約50年前に地図から消滅 府中市を走った幻の路線「下河原線」をご存じか
2021年9月26日
知る!TOKYO約50年前、地図から消えた「下河原線」という路線をご存じでしょうか。今回、ライターの野村宏平さんがその跡をたどります。
総延長は10km足らず
京王線と京王競馬場線、JR南武線と武蔵野線、西武多摩川線が走り、14の駅を有する東京都府中市は、多摩地域のなかでも鉄道網が充実したエリアといえるでしょう。
しかし今から50年近く前、地図から消えた路線があります。府中市を南北に走っていた国鉄(現JR)下河原線です。

単線で総延長10km足らずの短い路線でしたが、その歴史をたどってみたいと思います。
府中最初の鉄道だった下河原線
1910(明治43)年、東京砂利鉄道が国分寺駅と下河原(現・府中市南町)間に開通させた路線が下河原線の始まりです。現在の府中市域では初めての鉄道でしたが、当初は旅客輸送はおこなわず、多摩川の砂利の採取と運搬を専用にしていました。
ところが1914(大正3)年、多摩川の氾濫によって線路の一部が流され、運休を余儀なくされてしまいます。2年後、陸軍によって修復され、軍用鉄道として使用されましたが、1920年に鉄道省(後の国鉄)が買収。中央本線貨物支線となりました。

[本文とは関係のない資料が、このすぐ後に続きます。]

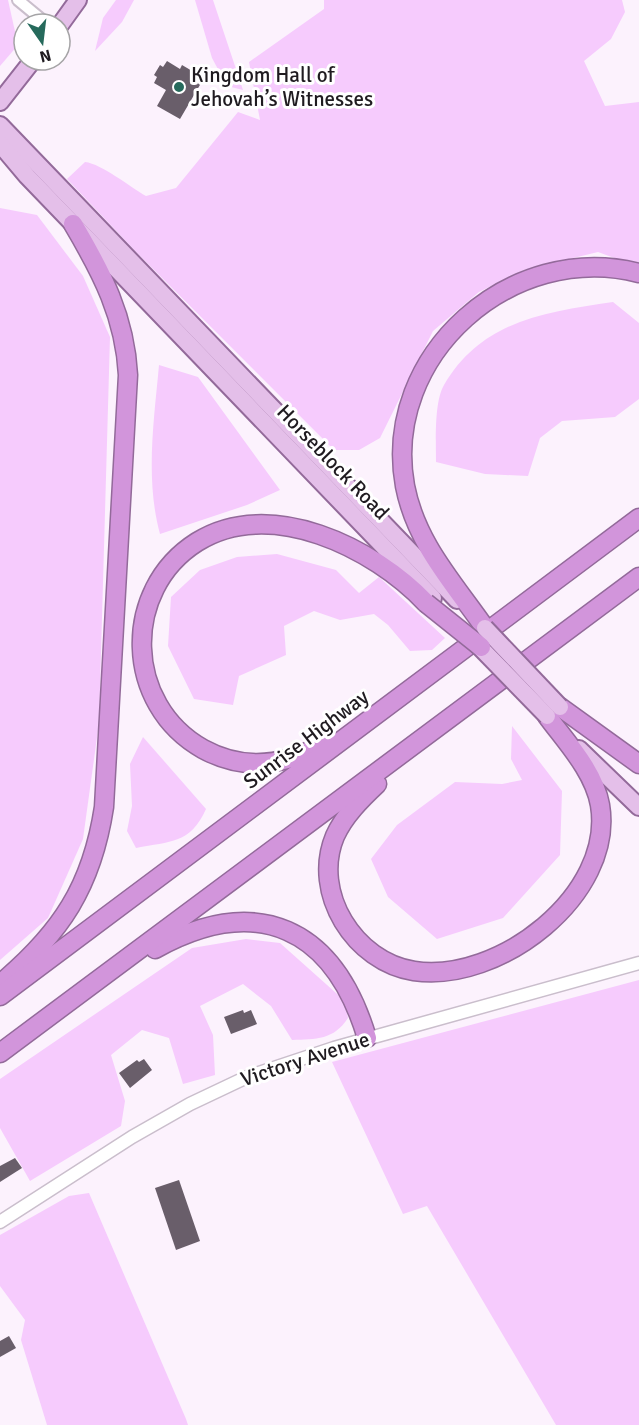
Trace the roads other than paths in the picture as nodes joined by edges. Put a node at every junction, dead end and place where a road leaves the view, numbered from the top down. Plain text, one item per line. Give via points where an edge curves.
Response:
1 (18, 0) edge
2 (32, 12) edge
3 (24, 72) edge
4 (0, 102) edge
5 (0, 125) edge
6 (0, 144) edge
7 (0, 153) edge
8 (27, 177) junction
9 (73, 224) junction
10 (639, 273) edge
11 (639, 512) edge
12 (639, 518) edge
13 (613, 537) junction
14 (639, 577) edge
15 (439, 593) junction
16 (485, 628) joint
17 (481, 647) joint
18 (396, 699) junction
19 (554, 711) junction
20 (437, 727) junction
21 (639, 764) edge
22 (639, 774) edge
23 (639, 807) edge
24 (639, 963) edge
25 (101, 978) junction
26 (0, 984) edge
27 (0, 996) edge
28 (367, 1038) junction
29 (0, 1053) edge
30 (0, 1222) edge

1 - 2 street
3 - 4 main road
5 - 15 main road, Horseblock Road
6 - 8 main road, Horseblock Road
7 - 8 main road
8 - 9 main road, Horseblock Road
9 - 15 main road, Horseblock Road
9 - 26 highway via 111,293 124,339 128,375 104,807 93,860 69,910 46,941
10 - 15 highway via 582,267 528,278 479,305 452,330 430,360 408,412 405,483 419,531 435,560
11 - 13 highway
12 - 13 highway, Sunrise Highway
13 - 18 highway, Sunrise Highway
14 - 20 highway
15 - 16 highway
15 - 17 highway, bridge
15 - 18 highway via 337,542 286,527 253,525 223,530 197,542 164,573 149,600 141,649 153,696 183,736 221,757 263,764 290,759
16 - 19 main road, bridge
17 - 19 main road, bridge
18 - 27 highway, Sunrise Highway
19 - 20 highway via 597,794 600,837 590,872 566,905 524,941 471,965 428,972 388,963 357,940 337,909 329,865 336,834 350,813
19 - 21 highway
19 - 22 main road
19 - 23 main road
20 - 25 highway
24 - 28 street, Victory Avenue
25 - 28 highway via 200,928 226,922 268,925 303,940 331,964 354,1002
25 - 29 highway
28 - 30 street, Victory Avenue via 271,1068 217,1090 132,1137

大正から昭和初期にかけてのこの時代、府中市域では下河原線に続いて新しい鉄路が次々と敷かれています。
・1916年:京王電気軌道(現・京王電鉄)の調布~府中間
・1917~1922年:多摩鉄道(現・西武多摩川線)の境(現・武蔵境)~是政間
・1925年:玉南電気鉄道(翌1926年に京王電気軌道に合併)の府中~東八王子(現・京王八王子)間
・1928~1929年:南武鉄道(現・JR南武線)の大丸(現・南多摩)~立川間
下河原線に大きな転機が訪れたのは、1933(昭和8)年、目黒にあった東京競馬場が府中に移転してきてからです。翌1934年、東京競馬場の西方まで引き込み線を敷設し、東京競馬場前駅を開設。競馬開催日に限って旅客輸送を開始するようになりました。

東京競馬場前駅は南武鉄道の府中本町駅のすぐ近くに設けられましたが、南武鉄道が当時私鉄だったこともあり、乗換駅にはなりませんでした。
その後、国分寺との中間に設けられた富士見仮信号場(現・北府中駅)周辺には府中刑務所、日本製鋼所、東京芝浦電気(現・東芝)、陸軍燃料廠(戦後は米軍府中基地。現・府中の森公園)ができ、これらへの専用引き込み線も敷設されました。
太平洋戦争中、旅客営業は休止されましたが、国分寺~富士見仮信号場間では、軍需工場の従業員を輸送する専用電車が運転されたということです。